Contributing Authors: Elaine Barrow, Nathalie Bleau, Jessie Booker, Taylor Livingston, Lindsay Matthews, Stacey O'Sullivan, Amanda Patt, Kari Tyler.

Summary

Winter ice roads typically operate from January to March, and represent a critical means of access for remote northern communities. Winter ice roads in northern Ontario service 31 remote First Nations communities, who rely on these roads for the economical transport of supplies during the winter months. A warming climate has already affected the length of time that winter roads can remain operational.

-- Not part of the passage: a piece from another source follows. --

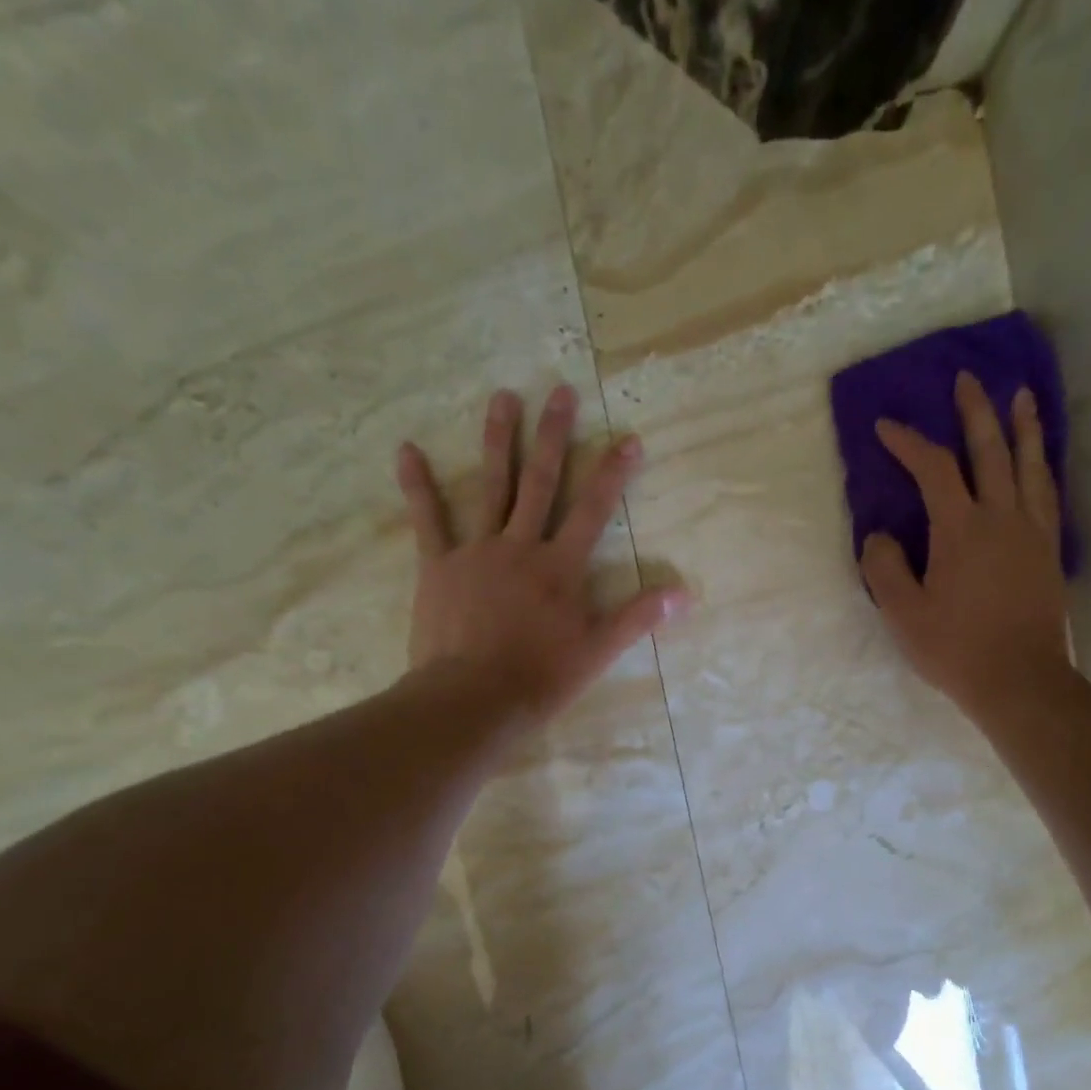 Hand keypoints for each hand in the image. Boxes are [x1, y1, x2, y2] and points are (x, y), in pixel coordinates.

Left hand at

Analyzing the accumulation of Freezing Degree Days (FDDs) under different emissions scenarios can provide one indication of the viability and longevity of winter roads into the future. This type of information is important to consider in long-term community planning and decision-making.

Background

Winter ice roads in northern Ontario link 31 remote First Nations communities that are otherwise fly-in only. The winter roads typically operate from January to March, and are essential for the communities they serve as they reduce the cost of goods and services by enabling the ground shipment of heavy and bulky goods in the winter months. First Nations community leaders are already reporting a reduction in the length of time that winter roads are accessible due to warming, and have concerns about the associated higher living costs and quality of life impacts.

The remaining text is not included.